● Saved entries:
• • • • • • •

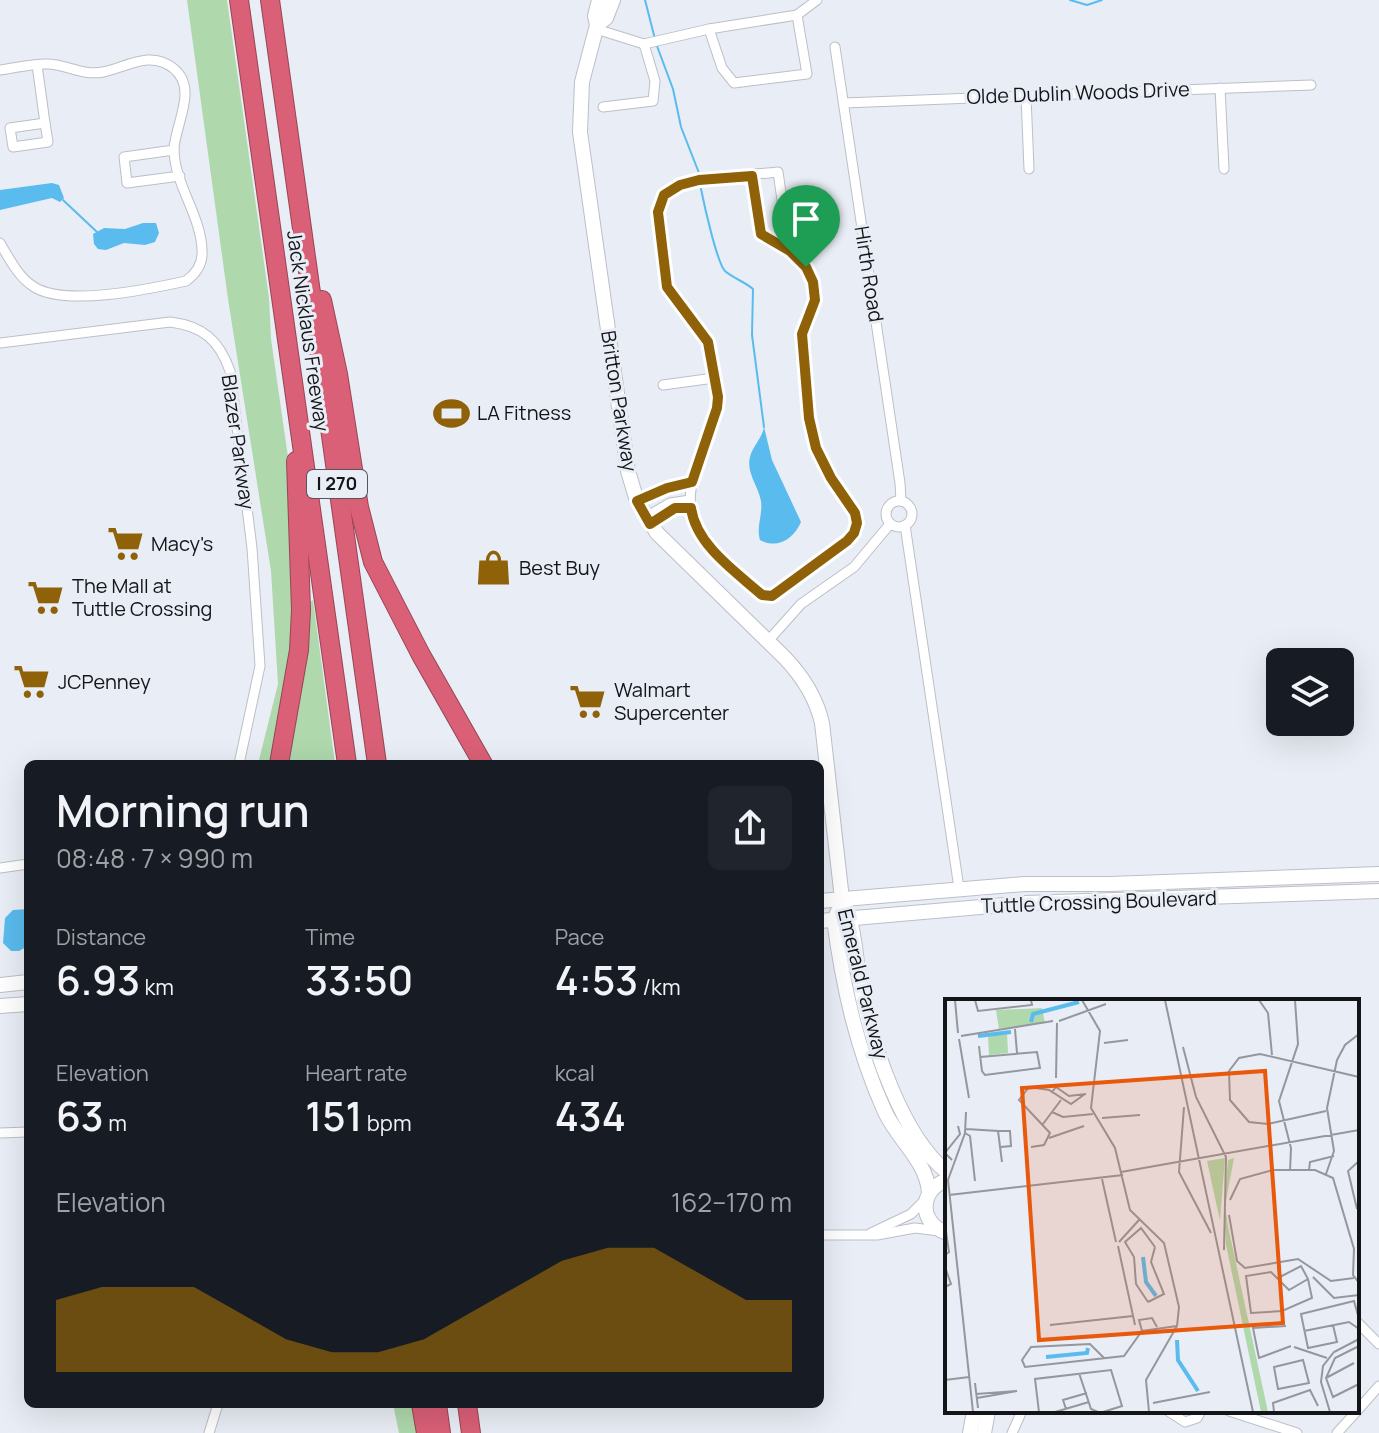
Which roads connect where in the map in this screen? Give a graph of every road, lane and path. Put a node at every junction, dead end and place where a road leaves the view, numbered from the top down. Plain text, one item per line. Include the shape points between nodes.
1 (239, 0) edge
2 (270, 0) edge
3 (599, 0) edge
4 (613, 0) edge
5 (817, 0) edge
6 (797, 15) junction
7 (596, 27) junction
8 (709, 29) junction
9 (644, 44) junction
10 (835, 47) dead end
11 (37, 65) junction
12 (0, 70) edge
13 (1311, 85) dead end
14 (1220, 88) junction
15 (1026, 96) junction
16 (844, 103) junction
17 (603, 107) dead end
18 (45, 123) dead end
19 (174, 150) junction
20 (1029, 169) dead end
21 (1224, 169) dead end
22 (180, 176) junction
23 (752, 176) junction
24 (298, 203) junction
25 (0, 243) edge
26 (781, 245) junction
27 (4, 259) edge
28 (0, 343) edge
29 (714, 378) junction
30 (663, 385) dead end
31 (301, 435) junction
32 (692, 482) junction
33 (667, 488) junction
34 (637, 501) junction
35 (901, 501) junction
36 (691, 504) junction
37 (674, 505) junction
38 (648, 520) junction
39 (890, 524) junction
40 (905, 525) junction
41 (768, 641) junction
42 (240, 760) edge
43 (280, 760) edge
44 (346, 760) edge
45 (376, 760) edge
46 (481, 760) edge
47 (24, 865) edge
48 (0, 868) edge
49 (1379, 874) edge
50 (959, 888) junction
51 (1379, 891) edge
52 (842, 899) junction
53 (824, 901) edge
54 (851, 918) junction
55 (827, 920) edge
56 (24, 982) edge
57 (0, 985) edge
58 (24, 1004) edge
59 (0, 1006) edge
60 (24, 1132) edge
61 (0, 1133) edge
62 (945, 1170) edge
63 (945, 1182) edge
64 (927, 1196) junction
65 (943, 1232) edge
66 (824, 1235) edge
67 (869, 1235) junction
68 (1359, 1324) edge
69 (1379, 1344) edge
70 (1379, 1386) edge
71 (217, 1408) edge
72 (422, 1408) edge
73 (438, 1408) edge
74 (468, 1408) edge
75 (480, 1408) edge
76 (1359, 1409) edge
77 (974, 1413) edge
78 (988, 1413) edge
79 (1021, 1413) edge
80 (1171, 1413) edge
81 (1200, 1413) edge
82 (1235, 1413) edge
83 (1355, 1413) edge
84 (209, 1433) edge
85 (426, 1433) edge
86 (441, 1433) edge
87 (471, 1433) edge
88 (483, 1433) edge
89 (970, 1433) edge
90 (984, 1433) edge
91 (1012, 1433) edge
92 (1297, 1433) edge
93 (1337, 1433) edge

1 - 31 highway, Jack Nicklaus Freeway / I 270
2 - 24 highway, Jack Nicklaus Freeway / I 270
3 - 7 main road, Britton Parkway
4 - 7 main road, Britton Parkway
5 - 6 street
6 - 8 street
6 - 8 street via 807,74 734,83 722,68
7 - 9 street
7 - 34 main road, Britton Parkway via 582,82 580,132 628,471
8 - 9 street
9 - 17 street via 655,81 653,101
10 - 16 street, Hirth Road
11 - 12 street
11 - 18 street
11 - 19 street via 102,72 144,59 174,68 185,90
13 - 14 street, Olde Dublin Woods Drive
14 - 15 street, Olde Dublin Woods Drive
14 - 21 street
15 - 16 street, Olde Dublin Woods Drive
15 - 20 street
16 - 35 street, Hirth Road
19 - 22 street
19 - 22 street via 124,157 127,183
22 - 27 street via 202,249 199,266 186,281 59,296 28,282
23 - 26 street via 761,234
23 - 26 street via 778,172 787,234
23 - 29 street via 680,185 664,195 658,212 667,287 708,342
24 - 45 highway, Jack Nicklaus Freeway / I 270
24 - 46 highway via 331,337 373,562
25 - 27 street
26 - 36 street via 806,267 813,282 815,300 802,334 811,430 831,478 855,513 854,533 781,592 762,595 704,540
28 - 42 street, Blazer Parkway via 170,322 191,324 225,357 251,537 260,666
29 - 30 street
29 - 32 street via 716,416
31 - 43 highway via 294,469 299,650
31 - 44 highway, Jack Nicklaus Freeway / I 270
32 - 33 street
32 - 36 street
33 - 34 street
33 - 37 street
34 - 38 main road, Britton Parkway
35 - 39 street via 887,508
35 - 40 street via 911,510
36 - 37 street
37 - 38 street
38 - 41 main road, Britton Parkway
39 - 40 street
39 - 41 street via 854,567 801,604
40 - 50 street
41 - 52 main road, Britton Parkway via 801,675 820,712
47 - 48 street
49 - 50 main road, Tuttle Crossing Boulevard
50 - 52 main road, Tuttle Crossing Boulevard
51 - 54 main road, Tuttle Crossing Boulevard via 1026,903
52 - 53 main road, Tuttle Crossing Boulevard
52 - 54 main road, Emerald Parkway
52 - 55 main road, Emerald Parkway
54 - 55 main road, Tuttle Crossing Boulevard
54 - 62 main road, Emerald Parkway via 861,989 884,1069 925,1151
55 - 64 main road, Emerald Parkway via 864,1063 897,1135 924,1169
56 - 57 main road
58 - 59 main road
60 - 61 street
63 - 64 main road
64 - 65 main road, Emerald Parkway via 927,1218
64 - 67 street via 911,1214
65 - 67 street via 915,1228
66 - 67 street
68 - 69 street
70 - 76 street
71 - 84 street
72 - 85 highway
73 - 86 highway
74 - 87 highway
75 - 88 highway
77 - 89 main road
78 - 90 main road
79 - 91 street
80 - 81 street via 1185,1422
82 - 92 street
83 - 93 street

• • • • • • •

The data above should be restated exactly, with its images dropped.

Which roads connect where in the map in this screen? Give a graph of every road, lane and path. Put a node at every junction, dead end and place where a road leaves the view, numbered from the top down. Plain text, one item per line. Include the shape points between nodes.
1 (239, 0) edge
2 (270, 0) edge
3 (599, 0) edge
4 (613, 0) edge
5 (817, 0) edge
6 (797, 15) junction
7 (596, 27) junction
8 (709, 29) junction
9 (644, 44) junction
10 (835, 47) dead end
11 (37, 65) junction
12 (0, 70) edge
13 (1311, 85) dead end
14 (1220, 88) junction
15 (1026, 96) junction
16 (844, 103) junction
17 (603, 107) dead end
18 (45, 123) dead end
19 (174, 150) junction
20 (1029, 169) dead end
21 (1224, 169) dead end
22 (180, 176) junction
23 (752, 176) junction
24 (298, 203) junction
25 (0, 243) edge
26 (781, 245) junction
27 (4, 259) edge
28 (0, 343) edge
29 (714, 378) junction
30 (663, 385) dead end
31 (301, 435) junction
32 (692, 482) junction
33 (667, 488) junction
34 (637, 501) junction
35 (901, 501) junction
36 (691, 504) junction
37 (674, 505) junction
38 (648, 520) junction
39 (890, 524) junction
40 (905, 525) junction
41 (768, 641) junction
42 (240, 760) edge
43 (280, 760) edge
44 (346, 760) edge
45 (376, 760) edge
46 (481, 760) edge
47 (24, 865) edge
48 (0, 868) edge
49 (1379, 874) edge
50 (959, 888) junction
51 (1379, 891) edge
52 (842, 899) junction
53 (824, 901) edge
54 (851, 918) junction
55 (827, 920) edge
56 (24, 982) edge
57 (0, 985) edge
58 (24, 1004) edge
59 (0, 1006) edge
60 (24, 1132) edge
61 (0, 1133) edge
62 (945, 1170) edge
63 (945, 1182) edge
64 (927, 1196) junction
65 (943, 1232) edge
66 (824, 1235) edge
67 (869, 1235) junction
68 (1359, 1324) edge
69 (1379, 1344) edge
70 (1379, 1386) edge
71 (217, 1408) edge
72 (422, 1408) edge
73 (438, 1408) edge
74 (468, 1408) edge
75 (480, 1408) edge
76 (1359, 1409) edge
77 (974, 1413) edge
78 (988, 1413) edge
79 (1021, 1413) edge
80 (1171, 1413) edge
81 (1200, 1413) edge
82 (1235, 1413) edge
83 (1355, 1413) edge
84 (209, 1433) edge
85 (426, 1433) edge
86 (441, 1433) edge
87 (471, 1433) edge
88 (483, 1433) edge
89 (970, 1433) edge
90 (984, 1433) edge
91 (1012, 1433) edge
92 (1297, 1433) edge
93 (1337, 1433) edge

1 - 31 highway, Jack Nicklaus Freeway / I 270
2 - 24 highway, Jack Nicklaus Freeway / I 270
3 - 7 main road, Britton Parkway
4 - 7 main road, Britton Parkway
5 - 6 street
6 - 8 street
6 - 8 street via 807,74 734,83 722,68
7 - 9 street
7 - 34 main road, Britton Parkway via 582,82 580,132 628,471
8 - 9 street
9 - 17 street via 655,81 653,101
10 - 16 street, Hirth Road
11 - 12 street
11 - 18 street
11 - 19 street via 102,72 144,59 174,68 185,90
13 - 14 street, Olde Dublin Woods Drive
14 - 15 street, Olde Dublin Woods Drive
14 - 21 street
15 - 16 street, Olde Dublin Woods Drive
15 - 20 street
16 - 35 street, Hirth Road
19 - 22 street
19 - 22 street via 124,157 127,183
22 - 27 street via 202,249 199,266 186,281 59,296 28,282
23 - 26 street via 761,234
23 - 26 street via 778,172 787,234
23 - 29 street via 680,185 664,195 658,212 667,287 708,342
24 - 45 highway, Jack Nicklaus Freeway / I 270
24 - 46 highway via 331,337 373,562
25 - 27 street
26 - 36 street via 806,267 813,282 815,300 802,334 811,430 831,478 855,513 854,533 781,592 762,595 704,540
28 - 42 street, Blazer Parkway via 170,322 191,324 225,357 251,537 260,666
29 - 30 street
29 - 32 street via 716,416
31 - 43 highway via 294,469 299,650
31 - 44 highway, Jack Nicklaus Freeway / I 270
32 - 33 street
32 - 36 street
33 - 34 street
33 - 37 street
34 - 38 main road, Britton Parkway
35 - 39 street via 887,508
35 - 40 street via 911,510
36 - 37 street
37 - 38 street
38 - 41 main road, Britton Parkway
39 - 40 street
39 - 41 street via 854,567 801,604
40 - 50 street
41 - 52 main road, Britton Parkway via 801,675 820,712
47 - 48 street
49 - 50 main road, Tuttle Crossing Boulevard
50 - 52 main road, Tuttle Crossing Boulevard
51 - 54 main road, Tuttle Crossing Boulevard via 1026,903
52 - 53 main road, Tuttle Crossing Boulevard
52 - 54 main road, Emerald Parkway
52 - 55 main road, Emerald Parkway
54 - 55 main road, Tuttle Crossing Boulevard
54 - 62 main road, Emerald Parkway via 861,989 884,1069 925,1151
55 - 64 main road, Emerald Parkway via 864,1063 897,1135 924,1169
56 - 57 main road
58 - 59 main road
60 - 61 street
63 - 64 main road
64 - 65 main road, Emerald Parkway via 927,1218
64 - 67 street via 911,1214
65 - 67 street via 915,1228
66 - 67 street
68 - 69 street
70 - 76 street
71 - 84 street
72 - 85 highway
73 - 86 highway
74 - 87 highway
75 - 88 highway
77 - 89 main road
78 - 90 main road
79 - 91 street
80 - 81 street via 1185,1422
82 - 92 street
83 - 93 street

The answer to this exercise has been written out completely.